WORK REQUIRED :: Copy out each line of the material that includes the word "roads".

RAW DATA ::
↓
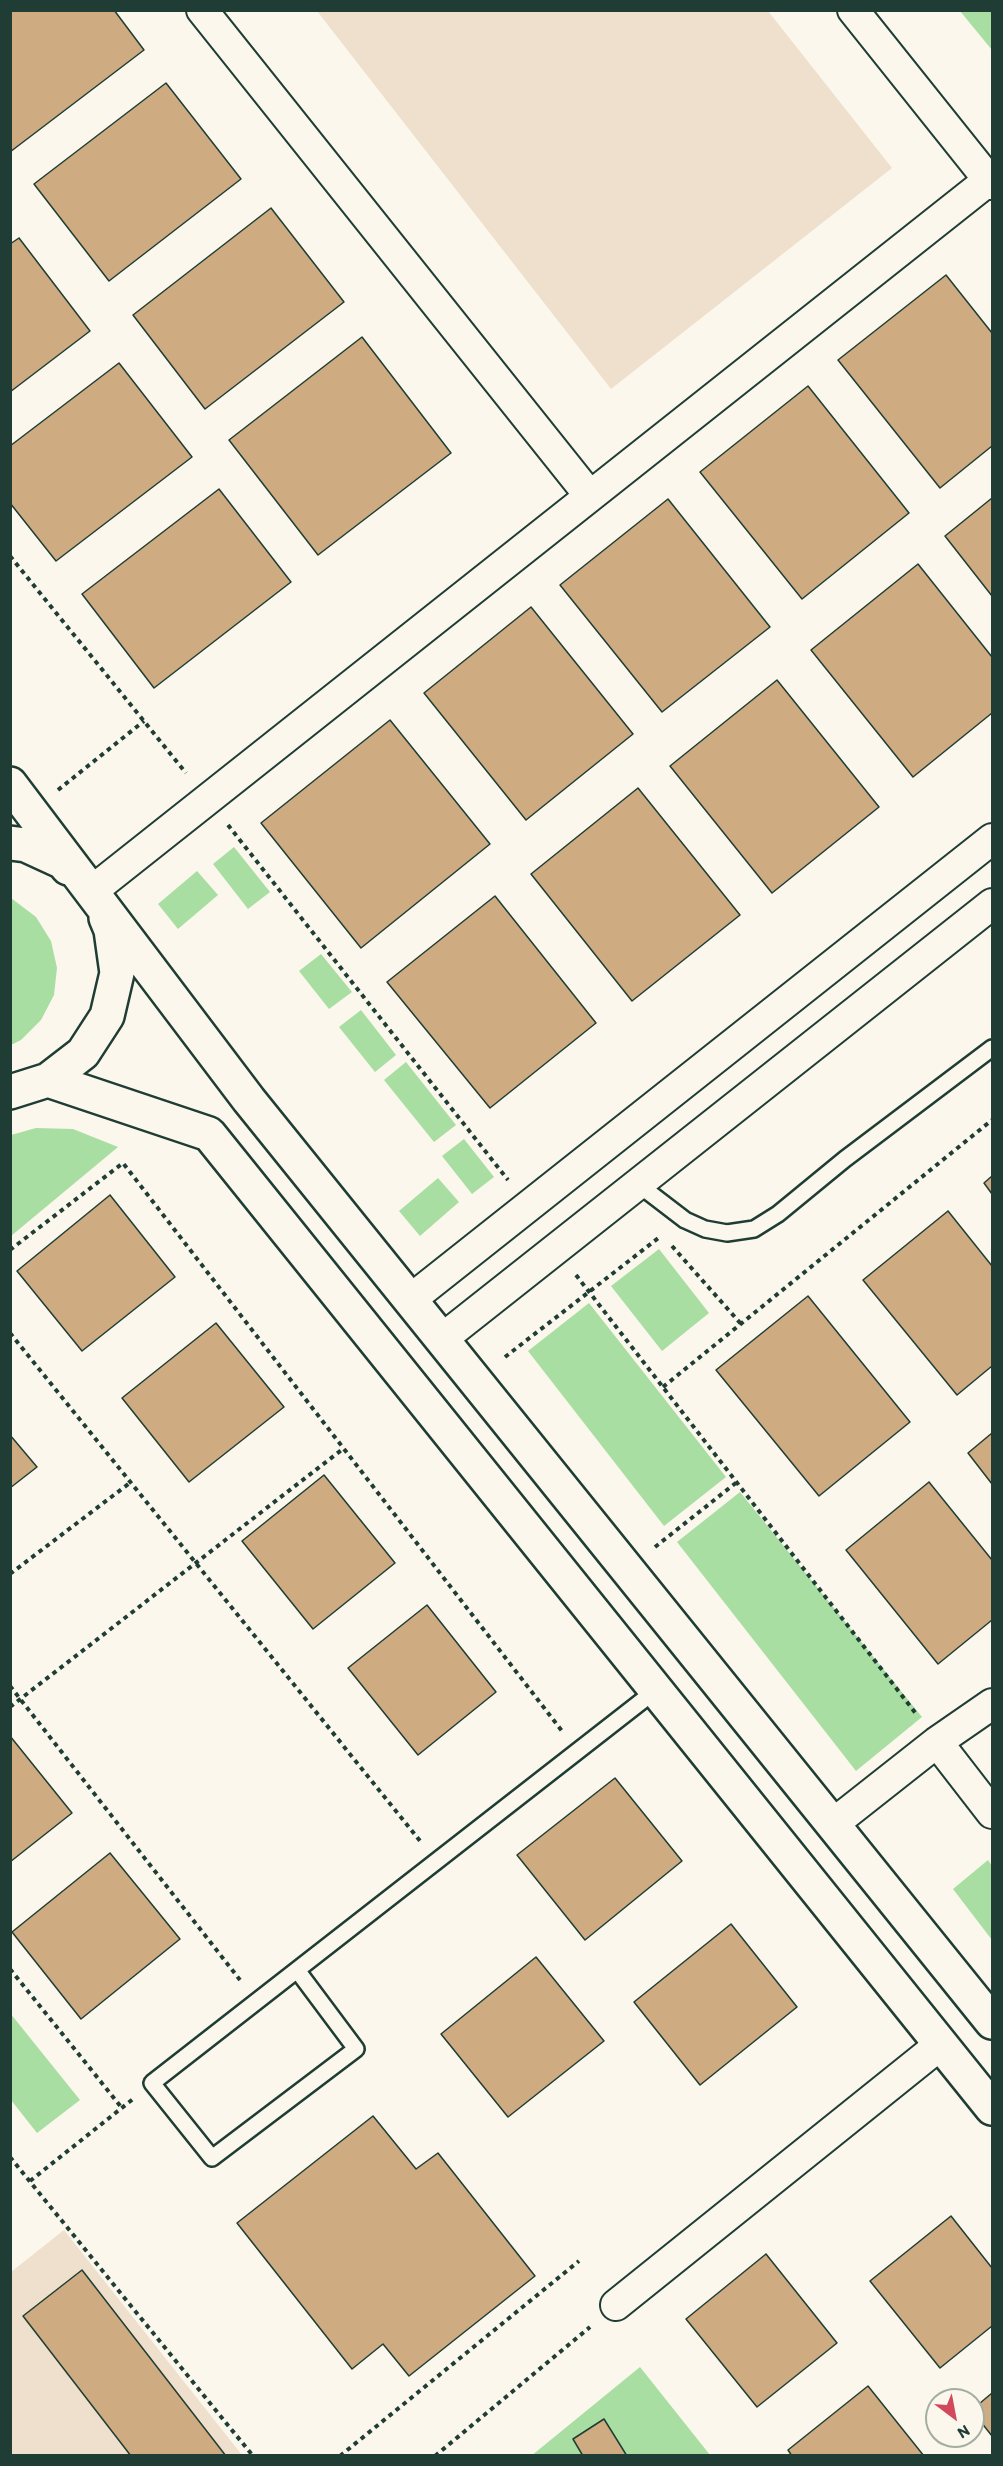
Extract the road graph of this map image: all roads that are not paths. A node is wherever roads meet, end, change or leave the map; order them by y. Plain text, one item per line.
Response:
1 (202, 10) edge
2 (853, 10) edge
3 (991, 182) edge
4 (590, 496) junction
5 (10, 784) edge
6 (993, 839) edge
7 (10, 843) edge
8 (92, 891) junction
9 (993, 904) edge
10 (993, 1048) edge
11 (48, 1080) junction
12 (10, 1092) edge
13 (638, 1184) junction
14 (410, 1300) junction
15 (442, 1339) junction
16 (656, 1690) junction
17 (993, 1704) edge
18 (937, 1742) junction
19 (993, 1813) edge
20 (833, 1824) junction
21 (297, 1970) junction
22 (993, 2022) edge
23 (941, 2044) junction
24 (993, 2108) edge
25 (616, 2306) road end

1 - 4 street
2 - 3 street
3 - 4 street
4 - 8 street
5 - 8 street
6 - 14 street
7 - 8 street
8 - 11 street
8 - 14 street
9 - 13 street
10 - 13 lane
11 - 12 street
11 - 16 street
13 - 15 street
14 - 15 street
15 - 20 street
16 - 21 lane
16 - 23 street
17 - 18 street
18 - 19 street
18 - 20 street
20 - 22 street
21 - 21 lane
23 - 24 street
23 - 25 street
↑
↓
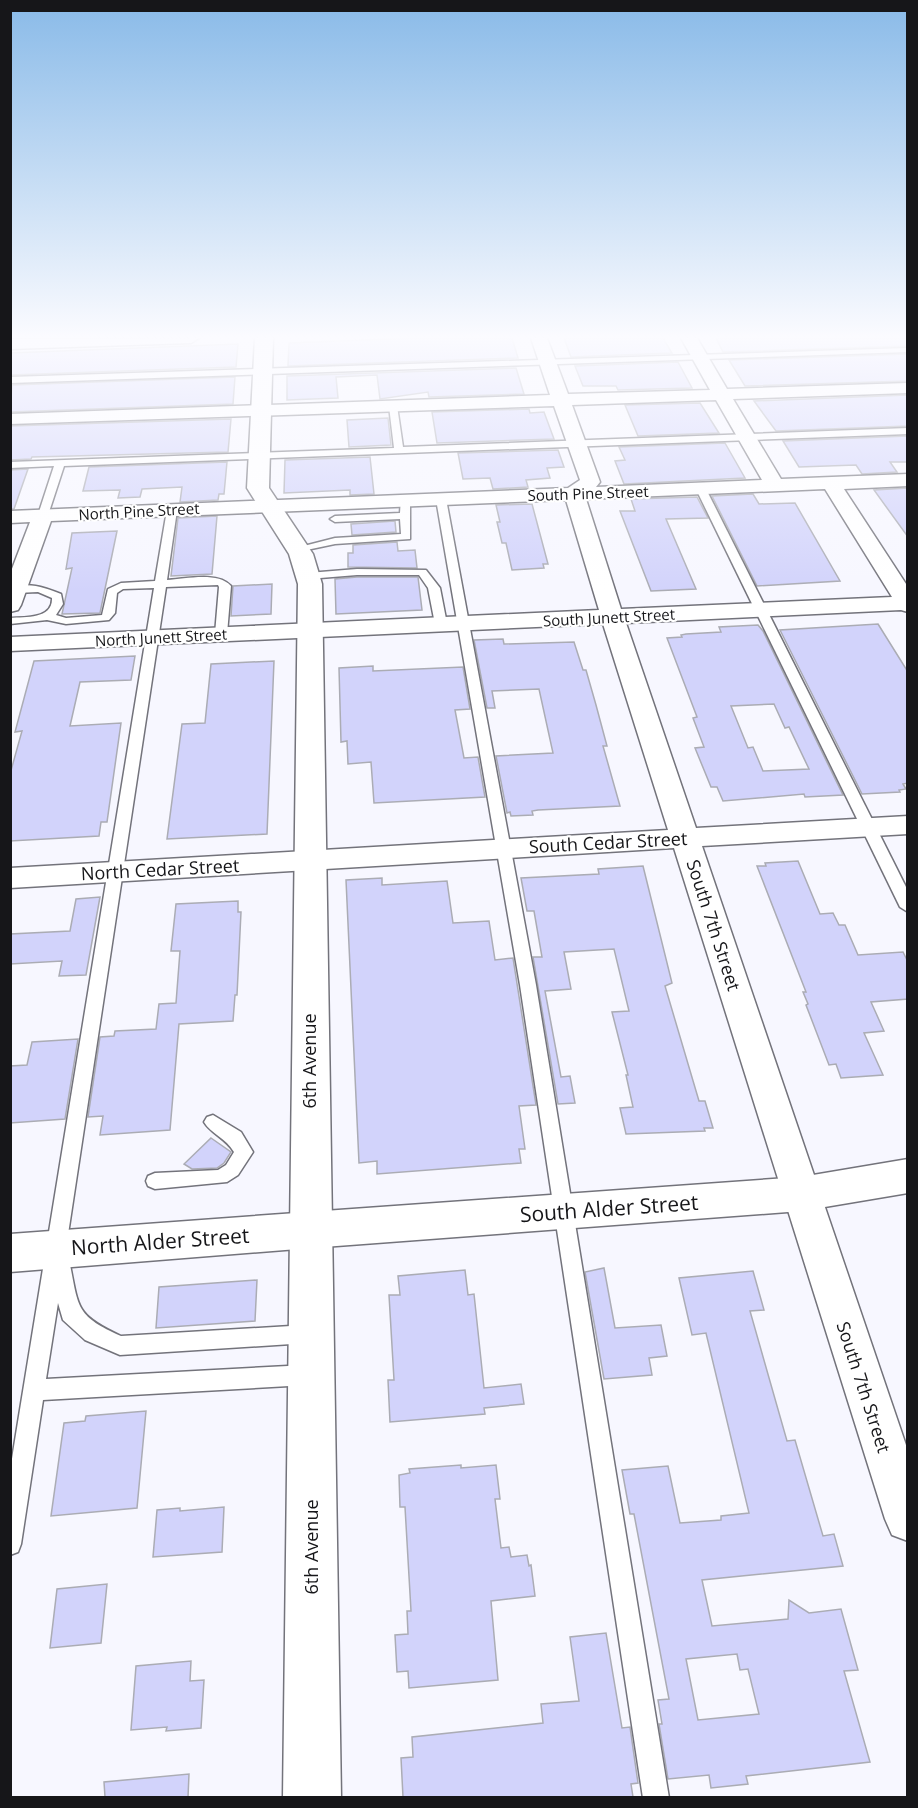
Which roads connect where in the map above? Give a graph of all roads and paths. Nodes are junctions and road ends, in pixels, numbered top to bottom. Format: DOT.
↑
↓
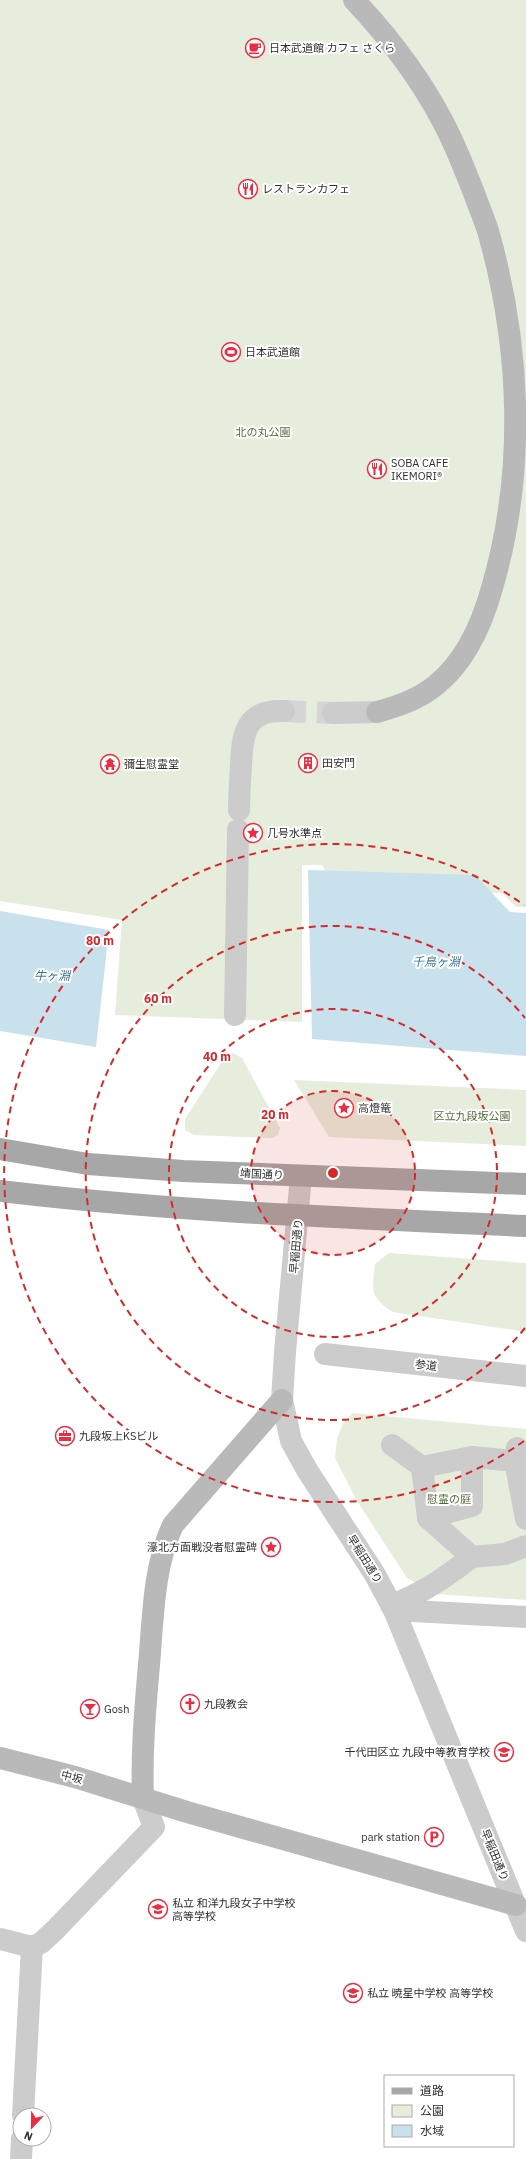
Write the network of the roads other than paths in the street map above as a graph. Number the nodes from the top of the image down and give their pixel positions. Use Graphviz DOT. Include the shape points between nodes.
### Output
↑
RESULT OF THE TASK ::
Extract the road graph of this map image: all roads that are not paths. A node is wherever roads meet, end, change or leave the map; order them by y. Plain text, one item per line.
Which roads connect where in the map above? Give a graph of all roads and paths. Nodes are junctions and road ends, in pixels, numbered top to bottom. Format: DOT.
Write the network of the roads other than paths in the street map above as a graph. Number the nodes from the top of the image down and give their pixel positions. Use Graphviz DOT. Include the shape points between nodes.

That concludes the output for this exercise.